### Extracted data
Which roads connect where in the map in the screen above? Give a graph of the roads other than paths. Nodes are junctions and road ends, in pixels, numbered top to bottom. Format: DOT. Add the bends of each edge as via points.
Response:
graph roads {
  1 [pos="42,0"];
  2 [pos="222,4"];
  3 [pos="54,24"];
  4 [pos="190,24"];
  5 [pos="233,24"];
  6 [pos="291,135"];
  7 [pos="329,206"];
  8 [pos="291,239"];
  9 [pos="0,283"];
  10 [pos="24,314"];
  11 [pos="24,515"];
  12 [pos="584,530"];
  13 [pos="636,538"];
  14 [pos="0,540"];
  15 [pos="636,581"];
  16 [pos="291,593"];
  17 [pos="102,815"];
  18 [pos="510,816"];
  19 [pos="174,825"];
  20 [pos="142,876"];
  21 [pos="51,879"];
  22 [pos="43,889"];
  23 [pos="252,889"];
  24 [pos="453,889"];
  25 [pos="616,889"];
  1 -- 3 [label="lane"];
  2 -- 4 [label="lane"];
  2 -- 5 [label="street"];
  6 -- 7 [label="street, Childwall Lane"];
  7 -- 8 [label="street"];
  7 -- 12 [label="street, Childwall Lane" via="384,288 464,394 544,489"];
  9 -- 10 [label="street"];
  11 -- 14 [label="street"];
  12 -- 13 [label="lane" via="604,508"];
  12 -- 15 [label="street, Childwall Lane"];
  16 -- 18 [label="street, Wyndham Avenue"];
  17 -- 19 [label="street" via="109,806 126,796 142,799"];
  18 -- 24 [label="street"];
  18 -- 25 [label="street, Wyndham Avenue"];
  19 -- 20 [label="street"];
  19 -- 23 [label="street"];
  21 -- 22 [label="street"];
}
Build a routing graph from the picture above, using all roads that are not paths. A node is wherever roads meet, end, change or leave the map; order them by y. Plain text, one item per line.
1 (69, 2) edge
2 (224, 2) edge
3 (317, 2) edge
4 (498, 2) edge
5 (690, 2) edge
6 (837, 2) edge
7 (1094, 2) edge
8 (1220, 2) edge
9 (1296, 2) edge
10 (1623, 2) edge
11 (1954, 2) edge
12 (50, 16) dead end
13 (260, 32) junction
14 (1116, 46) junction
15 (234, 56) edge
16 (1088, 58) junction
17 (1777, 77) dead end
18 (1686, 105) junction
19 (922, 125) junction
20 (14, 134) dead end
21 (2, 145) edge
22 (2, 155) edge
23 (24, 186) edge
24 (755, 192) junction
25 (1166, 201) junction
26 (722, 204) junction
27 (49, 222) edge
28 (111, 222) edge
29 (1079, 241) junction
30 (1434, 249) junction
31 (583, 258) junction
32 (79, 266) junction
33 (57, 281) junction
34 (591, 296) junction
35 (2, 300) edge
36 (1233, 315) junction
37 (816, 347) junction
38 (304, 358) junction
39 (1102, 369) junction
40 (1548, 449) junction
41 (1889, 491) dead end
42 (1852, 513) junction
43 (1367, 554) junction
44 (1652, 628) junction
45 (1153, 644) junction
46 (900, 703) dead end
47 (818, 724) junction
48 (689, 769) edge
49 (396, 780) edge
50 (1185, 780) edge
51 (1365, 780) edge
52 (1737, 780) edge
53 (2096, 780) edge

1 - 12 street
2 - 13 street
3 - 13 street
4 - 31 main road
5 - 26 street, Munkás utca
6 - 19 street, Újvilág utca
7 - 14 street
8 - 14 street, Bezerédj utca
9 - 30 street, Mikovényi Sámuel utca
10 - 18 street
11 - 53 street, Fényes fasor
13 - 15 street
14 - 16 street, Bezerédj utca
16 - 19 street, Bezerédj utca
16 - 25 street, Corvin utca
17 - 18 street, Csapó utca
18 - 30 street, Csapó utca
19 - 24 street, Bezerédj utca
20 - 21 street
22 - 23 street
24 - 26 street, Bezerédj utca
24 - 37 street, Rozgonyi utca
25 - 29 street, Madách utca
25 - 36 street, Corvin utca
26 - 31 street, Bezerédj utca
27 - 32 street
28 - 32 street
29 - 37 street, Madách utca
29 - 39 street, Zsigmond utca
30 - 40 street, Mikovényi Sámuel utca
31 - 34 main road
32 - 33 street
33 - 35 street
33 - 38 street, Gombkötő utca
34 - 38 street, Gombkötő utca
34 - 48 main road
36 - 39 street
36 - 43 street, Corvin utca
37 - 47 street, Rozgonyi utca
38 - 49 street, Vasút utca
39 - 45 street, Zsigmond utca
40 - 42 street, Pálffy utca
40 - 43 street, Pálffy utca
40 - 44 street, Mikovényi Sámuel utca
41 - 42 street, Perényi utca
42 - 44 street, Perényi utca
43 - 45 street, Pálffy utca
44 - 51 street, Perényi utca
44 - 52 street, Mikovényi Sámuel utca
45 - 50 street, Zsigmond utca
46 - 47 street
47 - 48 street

### Task to complete
All the entries above must be repeated exactly as they were given.

### Exercise output
Which roads connect where in the map in the screen above? Give a graph of the roads other than paths. Nodes are junctions and road ends, in pixels, numbered top to bottom. Format: DOT. Add the bends of each edge as via points.
Response:
graph roads {
  1 [pos="42,0"];
  2 [pos="222,4"];
  3 [pos="54,24"];
  4 [pos="190,24"];
  5 [pos="233,24"];
  6 [pos="291,135"];
  7 [pos="329,206"];
  8 [pos="291,239"];
  9 [pos="0,283"];
  10 [pos="24,314"];
  11 [pos="24,515"];
  12 [pos="584,530"];
  13 [pos="636,538"];
  14 [pos="0,540"];
  15 [pos="636,581"];
  16 [pos="291,593"];
  17 [pos="102,815"];
  18 [pos="510,816"];
  19 [pos="174,825"];
  20 [pos="142,876"];
  21 [pos="51,879"];
  22 [pos="43,889"];
  23 [pos="252,889"];
  24 [pos="453,889"];
  25 [pos="616,889"];
  1 -- 3 [label="lane"];
  2 -- 4 [label="lane"];
  2 -- 5 [label="street"];
  6 -- 7 [label="street, Childwall Lane"];
  7 -- 8 [label="street"];
  7 -- 12 [label="street, Childwall Lane" via="384,288 464,394 544,489"];
  9 -- 10 [label="street"];
  11 -- 14 [label="street"];
  12 -- 13 [label="lane" via="604,508"];
  12 -- 15 [label="street, Childwall Lane"];
  16 -- 18 [label="street, Wyndham Avenue"];
  17 -- 19 [label="street" via="109,806 126,796 142,799"];
  18 -- 24 [label="street"];
  18 -- 25 [label="street, Wyndham Avenue"];
  19 -- 20 [label="street"];
  19 -- 23 [label="street"];
  21 -- 22 [label="street"];
}
Build a routing graph from the picture above, using all roads that are not paths. A node is wherever roads meet, end, change or leave the map; order them by y. Plain text, one item per line.
1 (69, 2) edge
2 (224, 2) edge
3 (317, 2) edge
4 (498, 2) edge
5 (690, 2) edge
6 (837, 2) edge
7 (1094, 2) edge
8 (1220, 2) edge
9 (1296, 2) edge
10 (1623, 2) edge
11 (1954, 2) edge
12 (50, 16) dead end
13 (260, 32) junction
14 (1116, 46) junction
15 (234, 56) edge
16 (1088, 58) junction
17 (1777, 77) dead end
18 (1686, 105) junction
19 (922, 125) junction
20 (14, 134) dead end
21 (2, 145) edge
22 (2, 155) edge
23 (24, 186) edge
24 (755, 192) junction
25 (1166, 201) junction
26 (722, 204) junction
27 (49, 222) edge
28 (111, 222) edge
29 (1079, 241) junction
30 (1434, 249) junction
31 (583, 258) junction
32 (79, 266) junction
33 (57, 281) junction
34 (591, 296) junction
35 (2, 300) edge
36 (1233, 315) junction
37 (816, 347) junction
38 (304, 358) junction
39 (1102, 369) junction
40 (1548, 449) junction
41 (1889, 491) dead end
42 (1852, 513) junction
43 (1367, 554) junction
44 (1652, 628) junction
45 (1153, 644) junction
46 (900, 703) dead end
47 (818, 724) junction
48 (689, 769) edge
49 (396, 780) edge
50 (1185, 780) edge
51 (1365, 780) edge
52 (1737, 780) edge
53 (2096, 780) edge

1 - 12 street
2 - 13 street
3 - 13 street
4 - 31 main road
5 - 26 street, Munkás utca
6 - 19 street, Újvilág utca
7 - 14 street
8 - 14 street, Bezerédj utca
9 - 30 street, Mikovényi Sámuel utca
10 - 18 street
11 - 53 street, Fényes fasor
13 - 15 street
14 - 16 street, Bezerédj utca
16 - 19 street, Bezerédj utca
16 - 25 street, Corvin utca
17 - 18 street, Csapó utca
18 - 30 street, Csapó utca
19 - 24 street, Bezerédj utca
20 - 21 street
22 - 23 street
24 - 26 street, Bezerédj utca
24 - 37 street, Rozgonyi utca
25 - 29 street, Madách utca
25 - 36 street, Corvin utca
26 - 31 street, Bezerédj utca
27 - 32 street
28 - 32 street
29 - 37 street, Madách utca
29 - 39 street, Zsigmond utca
30 - 40 street, Mikovényi Sámuel utca
31 - 34 main road
32 - 33 street
33 - 35 street
33 - 38 street, Gombkötő utca
34 - 38 street, Gombkötő utca
34 - 48 main road
36 - 39 street
36 - 43 street, Corvin utca
37 - 47 street, Rozgonyi utca
38 - 49 street, Vasút utca
39 - 45 street, Zsigmond utca
40 - 42 street, Pálffy utca
40 - 43 street, Pálffy utca
40 - 44 street, Mikovényi Sámuel utca
41 - 42 street, Perényi utca
42 - 44 street, Perényi utca
43 - 45 street, Pálffy utca
44 - 51 street, Perényi utca
44 - 52 street, Mikovényi Sámuel utca
45 - 50 street, Zsigmond utca
46 - 47 street
47 - 48 street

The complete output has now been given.